Kiwis scare India close to Shock victory

Read the article of Kiwis scare India close to Shock victory - Benson & Hedges World Series Cup one-day international tournament of the 6th ODI match played between New Zealand and India at Western Australia Cricket Association Ground, Perth in 18th January 1986.

NEW Zealand, seemingly coasting to an easy victory over India in the one-day international at the WACA ground yesterday, faltered and stumbled before squeaking home.

Captain Kapil Dev revived India's flagging hopes with an inspired spell of fast bowling, during which he took 3-6 in the space of 16 deliveries. New Zealand, in full command at 2-77 in the 26th over and chasing only 114 for victory, crashed to be in serious trouble at 6-95. But then some controlled aggressive hitting by captain Jeremy Coney steered the Kiwis home. A four to Coney off Roger Binny gave NZ victory by three wickets with 9.5 overs to spare.

It was a welcome return to form by New Zealand, which had gained only one point from its first three matches in the limited-overs series. But it was not a convincing display of the side's talents. The batsmen were generally ill at ease and struggled for runs. However, the green pitch assisted the seam bowlers and not one batsman from either side was able to get on top of the attack.

The same pitch will be used for tomorrow's important clash between Australia and New Zealand, and once again the fast and medium pace bowlers are likely to be dominant. New Zealand's bowlers held command in the pre-lunch session and routed India for a miserable 113 off 44.2 overs. It was a dismal effort by the Indian batsmen, and the general lack of enthusiasm in the Indian side was evident in the early stages of New Zealand's innings.

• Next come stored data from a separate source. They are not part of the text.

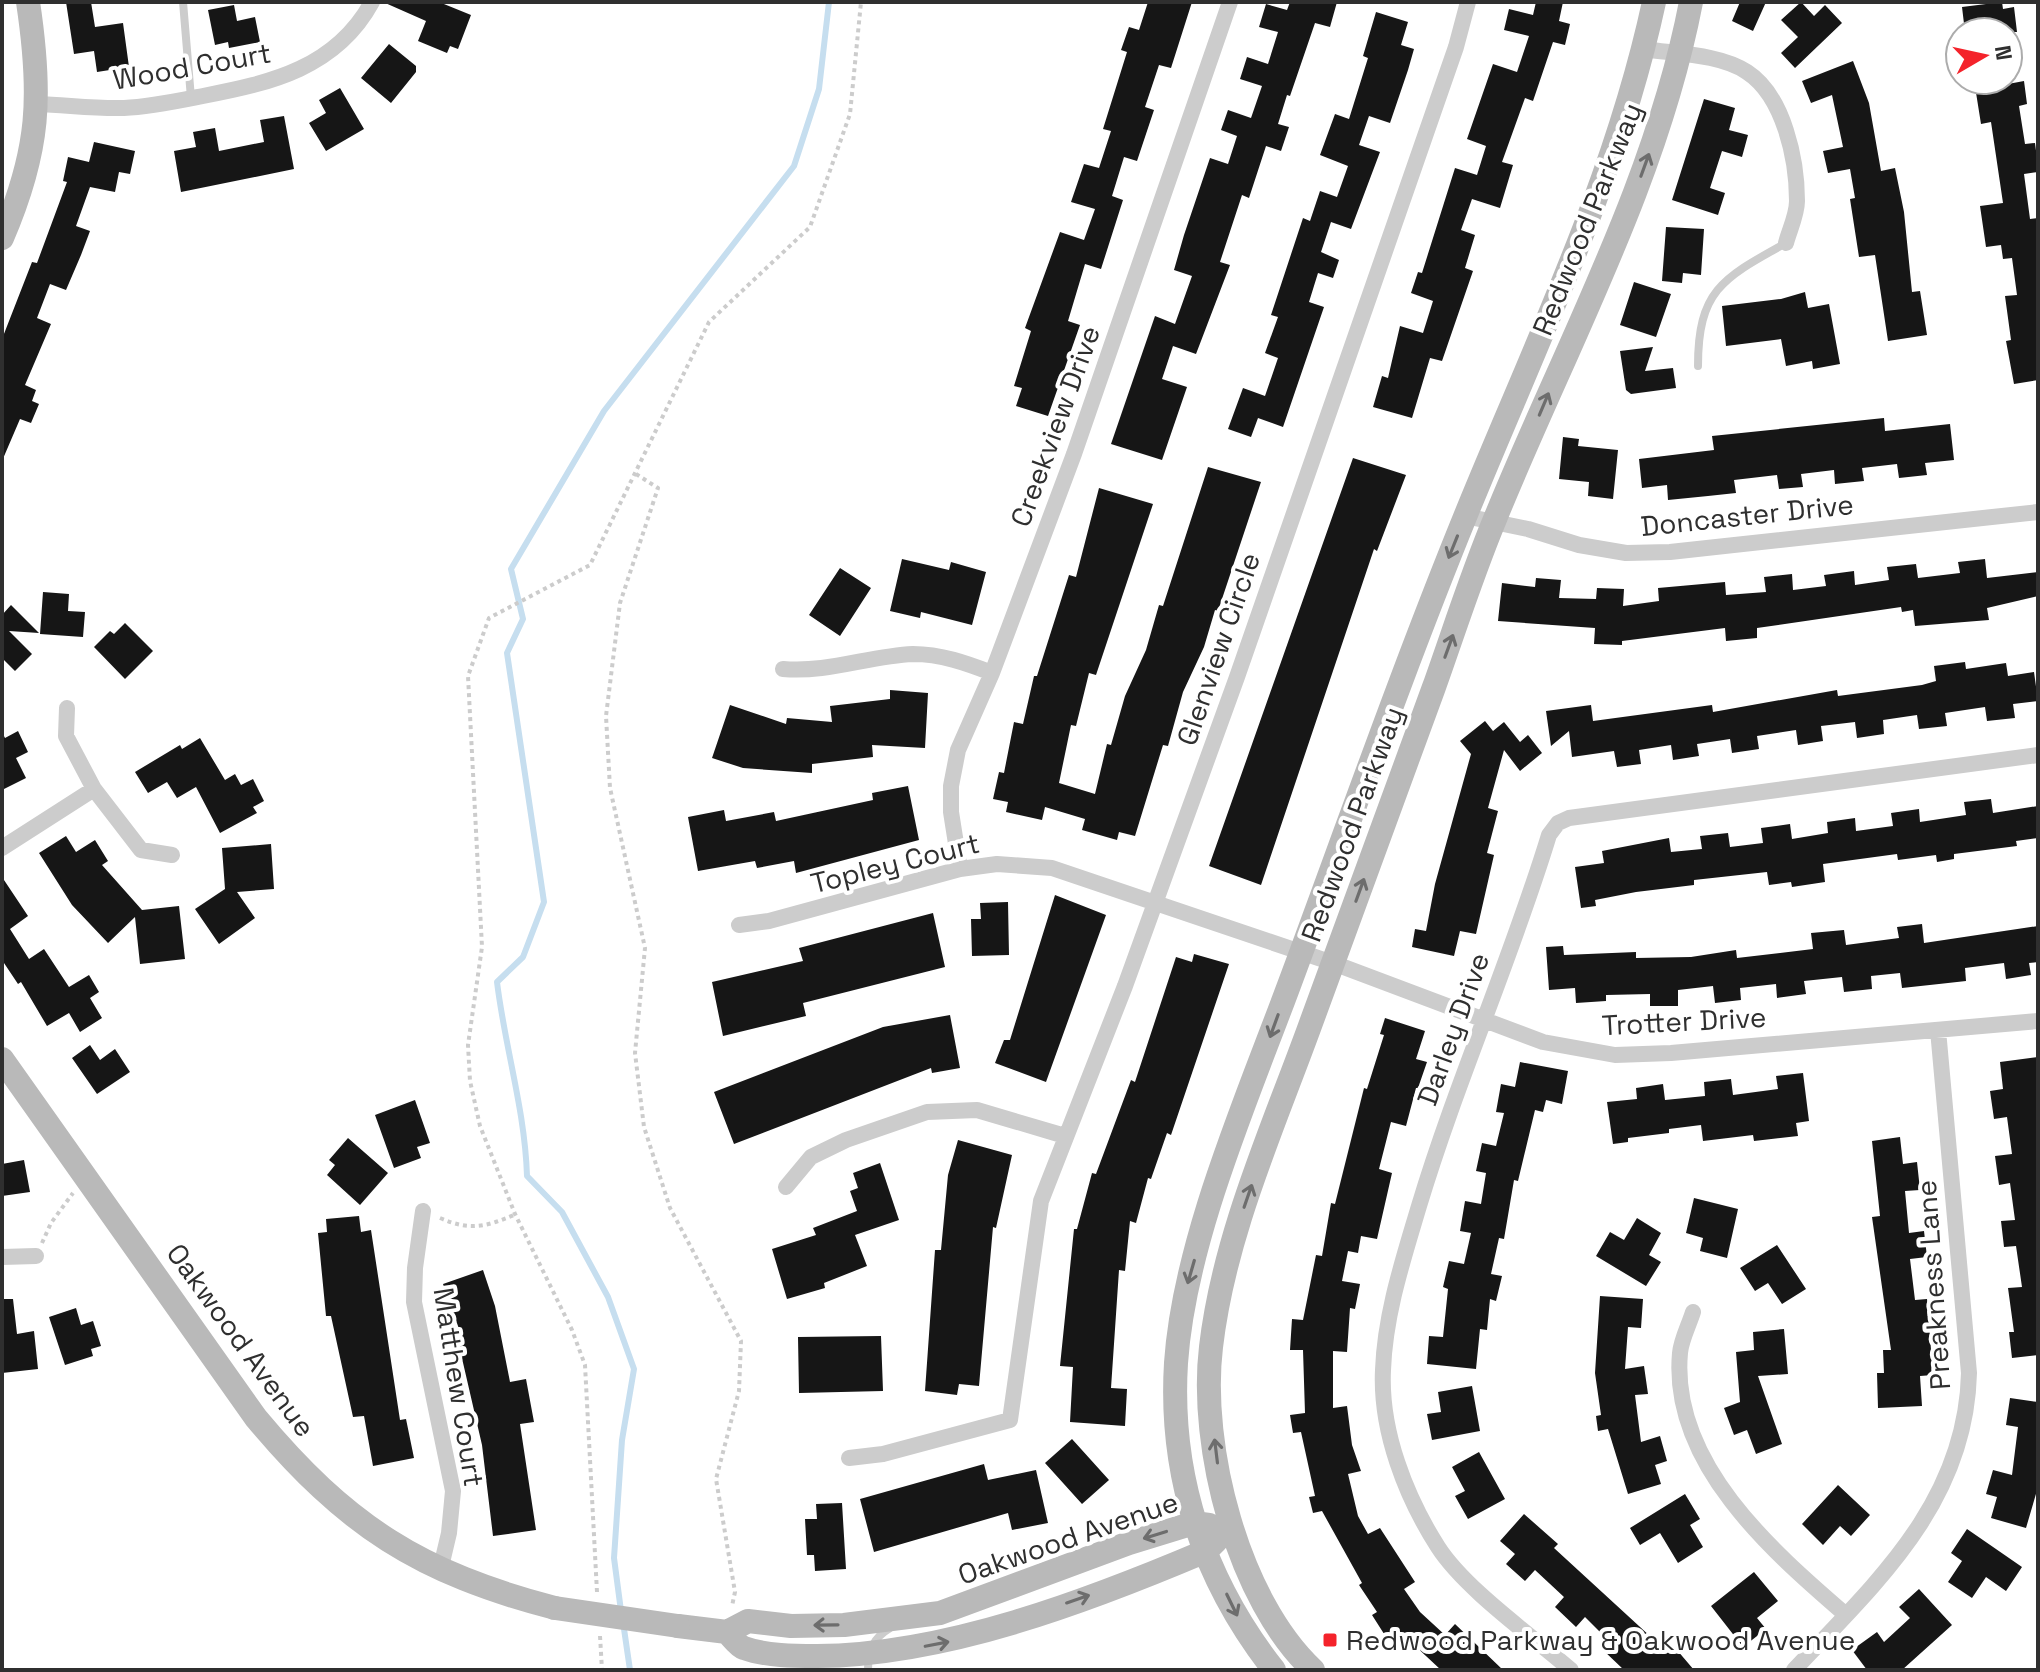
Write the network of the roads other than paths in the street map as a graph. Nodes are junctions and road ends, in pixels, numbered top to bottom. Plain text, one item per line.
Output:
1 (28, 2) edge
2 (183, 2) edge
3 (372, 2) edge
4 (1230, 2) edge
5 (1468, 2) edge
6 (1654, 2) edge
7 (1691, 2) edge
8 (1644, 49) junction
9 (1681, 55) junction
10 (191, 98) junction
11 (38, 104) junction
12 (2, 238) edge
13 (1786, 243) joint
14 (1698, 366) dead end
15 (2038, 512) edge
16 (1465, 516) junction
17 (1493, 523) junction
18 (783, 669) dead end
19 (992, 673) junction
20 (67, 708) dead end
21 (2038, 755) edge
22 (94, 789) junction
23 (2, 848) edge
24 (172, 855) dead end
25 (960, 869) junction
26 (1155, 902) junction
27 (739, 925) dead end
28 (1301, 953) junction
29 (1333, 963) junction
30 (1485, 1020) junction
31 (2038, 1021) edge
32 (1938, 1030) junction
33 (2, 1059) edge
34 (1065, 1136) junction
35 (786, 1187) dead end
36 (423, 1211) road end
37 (36, 1256) road end
38 (2, 1257) edge
39 (1693, 1312) dead end
40 (849, 1458) dead end
41 (1194, 1523) junction
42 (1231, 1527) junction
43 (1206, 1551) junction
44 (440, 1571) junction
45 (1846, 1615) junction
46 (901, 1621) junction
47 (727, 1632) junction
48 (868, 1662) edge
49 (1274, 1670) edge
50 (1313, 1670) edge
51 (1571, 1670) edge
52 (1794, 1670) edge

1 - 11 main road
2 - 10 lane
3 - 10 street, Wood Court
4 - 19 street, Creekview Drive
5 - 26 street, Glenview Circle
6 - 8 main road, Redwood Parkway
7 - 9 main road, Redwood Parkway
8 - 9 street
8 - 16 main road, Redwood Parkway
9 - 13 street
17 -> 9 main road, Redwood Parkway
10 - 11 street, Wood Court
11 - 12 main road
13 - 14 lane
15 - 17 street, Doncaster Drive
16 - 17 street, Doncaster Drive
16 -> 28 main road, Redwood Parkway
29 -> 17 main road, Redwood Parkway
18 - 19 street
19 - 25 street, Creekview Drive
20 - 22 street
21 - 30 street, Darley Drive
22 - 23 street
22 - 24 street
25 - 26 street, Topley Court
25 - 27 street, Topley Court
26 - 28 street, Topley Court
26 - 34 street, Glenview Circle
28 - 29 street, Trotter Drive
28 -> 41 main road, Redwood Parkway
29 - 30 street, Trotter Drive
42 -> 29 main road, Redwood Parkway
30 - 32 street, Trotter Drive
30 - 51 street, Darley Drive
31 - 32 street, Trotter Drive
32 - 45 street, Preakness Lane
33 - 44 main road, Oakwood Avenue
34 - 35 street
34 - 40 street, Glenview Circle
36 - 44 street, Matthew Court
37 - 38 street
39 - 45 street
41 - 42 main road, Oakwood Avenue
41 - 43 main road, Redwood Parkway
41 -> 46 main road, Oakwood Avenue
42 - 43 main road, Oakwood Avenue
42 - 50 main road, Redwood Parkway
48 -> 43 main road, Oakwood Avenue
43 -> 49 main road, Redwood Parkway
44 - 47 main road, Oakwood Avenue, bridge
45 - 52 street, Preakness Lane
46 -> 47 main road, Oakwood Avenue
46 - 48 lane
47 - 48 main road, Oakwood Avenue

Just when the cause for India looked completely lost, Kapil Dev called for a special effort and he applied tremendous pressure on the batsmen with his fiery bowling and aggressive field placings. For the first part of the New Zealand innings India lacked the sparkle and zest which has characterised much of their exciting play in international limited-overs cricket in recent years.

Then left-hand spinner Ravi Shastri put a brake on the batsmen and Kapil Dev lifted his rating to remove John Reid (14), Martin Crowe (33), and Jeff Crowe (0) in rapid succession in the space of 19 minutes to bring the crowd of 11,199 to life. Chetan Sharma then dismissed Richard Hadlee and Ervin McSweeney cheaply before Coney got his side over the line. 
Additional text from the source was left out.